ISAKOS: 2023 Congress in Boston, MA USA

2023 ISAKOS Biennial Congress Paper

 

Ceiling Effect of the Combined Norwegian and Danish Knee Ligament Registers Limits Anterior Cruciate Ligament Reconstruction Outcome Prediction

R. Kyle Martin, MD, FRCSC, St. Cloud, MN UNITED STATES
Solvejg Wastvedt, BA, Minneapolis UNITED STATES
Ayoosh Pareek, MD, New York, NY UNITED STATES
Andreas Persson, MD, Oslo NORWAY
Havard Visnes, MD, PT, PhD, Kristiansand NORWAY
Anne Marie Fenstad, MSc, Bergen NORWAY
Gilbert Moatshe, MD, PhD, Oslo NORWAY
Julian Wolfson, PhD, Minneapolis, MN UNITED STATES
Martin Lind, MD, PhD, Prof., Aarhus N DENMARK
Lars Engebretsen, MD, PhD, Oslo/Lausanne NORWAY

University of Minnesota, Minneapolis, MN, UNITED STATES

FDA Status Not Applicable

Summary

Machine learning analysis of nearly 63,000 patients in the Norwegian and Danish knee ligament registers enabled prediction of revision ACL reconstruction risk with moderate accuracy, however, accuracy was similar to a previously developed model based on 25,000 patients suggesting a ceiling effect of the current registers.

Abstract

Background

Clinical tools based on machine learning analysis now exist for outcome prediction following primary anterior cruciate ligament reconstruction (ACLR). Relying partly on data volume, a general principle is that more data may lead to improved model accuracy. The purpose of this study was to apply machine learning to a combined dataset comprised of the Norwegian (NKLR) and Danish (DKLR) knee ligament registers with the aim of producing an algorithm that can predict subsequent revision surgery with improved accuracy relative to a previously published model developed using only the NKLR. The hypothesis was that the additional patient data would result in an algorithm that is more accurate.

Methods

Machine learning analysis was performed on the combined DKLR and NKLR. The primary outcome was the probability of revision ACL reconstruction within 1, 2, and 5 years.
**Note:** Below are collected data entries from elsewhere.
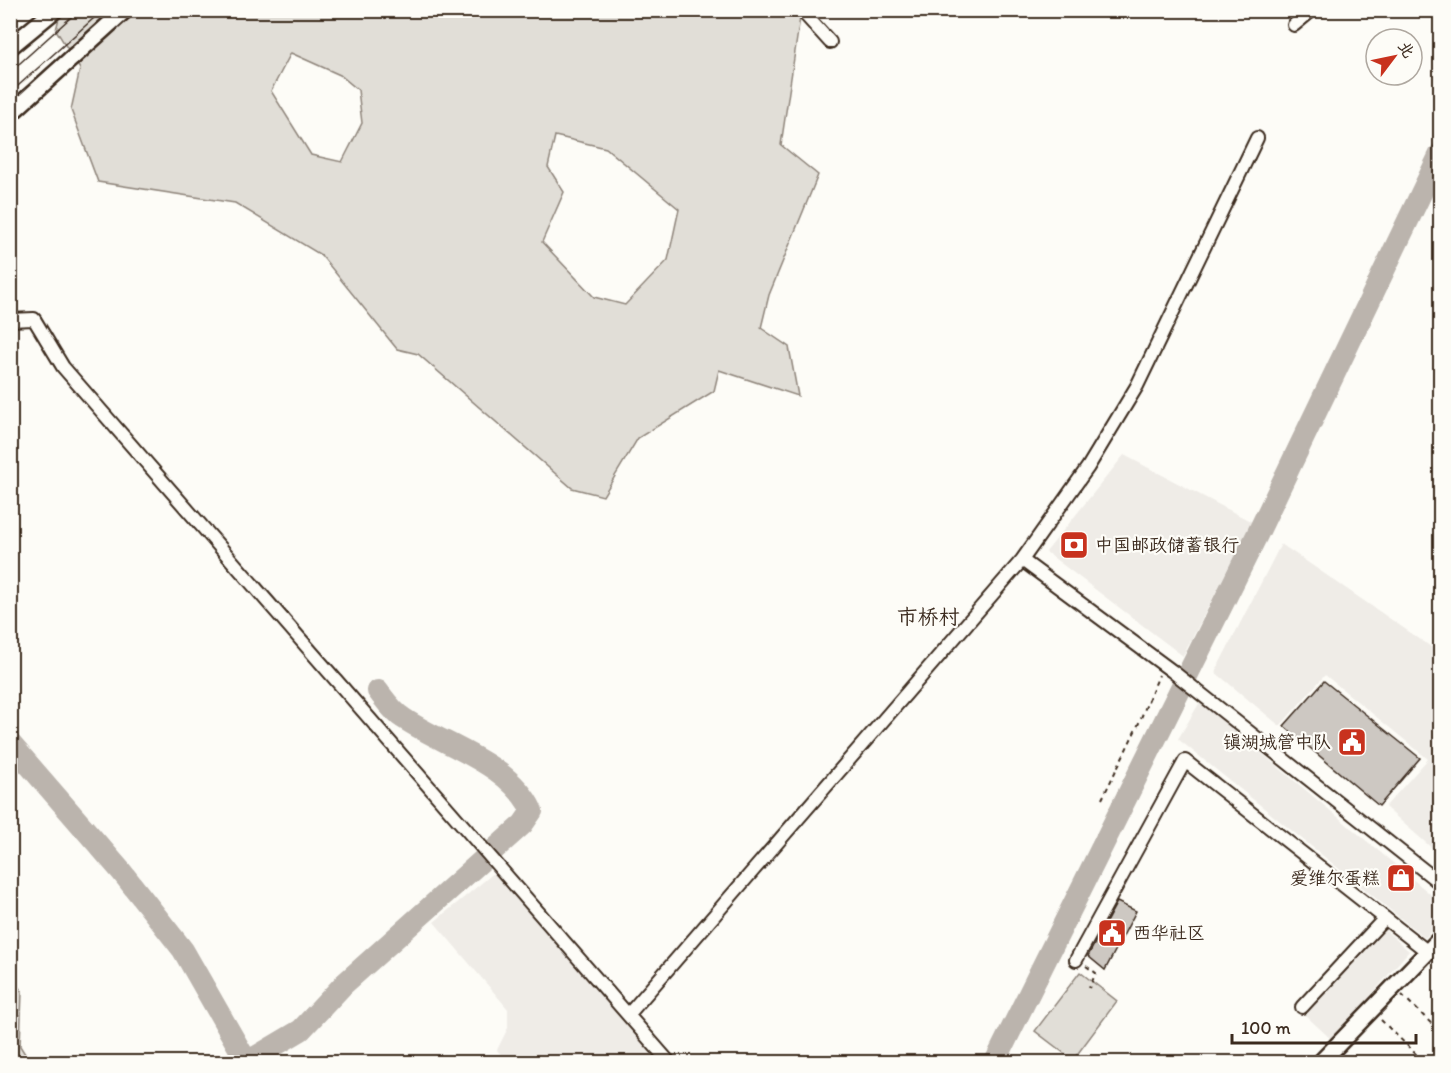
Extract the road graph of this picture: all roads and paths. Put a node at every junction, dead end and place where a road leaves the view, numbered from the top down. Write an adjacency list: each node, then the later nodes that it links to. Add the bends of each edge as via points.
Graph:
1 (55, 10): 7 (main road)
2 (125, 10): 8 (main road)
3 (801, 10): 6 (street)
4 (1312, 10): 5 (street)
5 (1294, 25)
6 (830, 42)
7 (10, 47)
8 (10, 114)
9 (1257, 138): 11 (street, via 1137,386 1088,467)
10 (10, 320): 23 (street, via 34,319 63,367)
11 (1022, 560): 12 (street); 23 (street)
12 (1168, 668): 13 (path); 14 (street)
13 (1102, 799)
14 (1440, 883)
15 (1385, 918): 17 (street); 18 (street, via 1185,761); 21 (street)
16 (1440, 939): 17 (main road)
17 (1428, 952): 19 (main road)
18 (1076, 960): 20 (path, via 1096,973)
19 (1394, 987): 22 (main road); 24 (path)
20 (1089, 988)
21 (1302, 1007)
22 (1371, 1011): 26 (main road); 27 (path)
23 (628, 1015): 25 (street)
24 (1440, 1032)
25 (669, 1062)
26 (1321, 1062)
27 (1424, 1062)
Data were split randomly into training sets (75%) and test sets (25%). Four machine learning models intended for this type of data were tested: Cox Lasso, survival random forest, and gradient boosted regression (GBM), and super learner. Model performance was evaluated by calculating concordance and calibration using methods adapted for censored data. Concordance measures the proportion of pairs of observations in which predicted ranking of survival probabilities corresponds to actual ranking. Calibration is a measure of the accuracy of predicted probabilities that compares expected to actual outcomes.

Results

After data cleaning, the combined registry population consisted of 62,955 patients. Revision surgery occurred in 5.1% of patients during an average follow-up time of 7.6 ± 4.5 years. The three non-parametric models – random survival forest, GBM, and super learner – had concordance in the moderate range (0.67, 95% CI 0.64-0.70) at all follow-up times. All three were also well calibrated, except for the random survival forest at 5 years (p<0.001). The Cox lasso performed more poorly. Multiply imputed data did not show notable differences from the complete case analysis.

Conclusion

Machine learning analysis of the combined registers enabled the prediction of subsequent revision surgery risk after primary ACLR with moderate accuracy. The most important finding of this study, however, was that this analysis of nearly 63,000 patients yielded similar prediction accuracy as a previous study of approximately 25,000 patients. This suggests a so-called ceiling effect of the registries has been reached and that simply adding more patients to the database is unlikely to appreciably improve prediction accuracy. This information can be used to inform further evolution of the knee ligament registries regarding data collection. The present study suggests that for an improvement in our ability to predict outcome based on knee ligament registry data, an evolution in the variables collected would be required. This represents a significant challenge as the balance between optimal variable collection and surgeon compliance is a delicate one - data collection must be streamlined to avoid survey fatigue and the addition of variables to the registry must be carefully considered, weighing the added value against the additional onus on the surgeons which may affect compliance.

Level of Evidence: III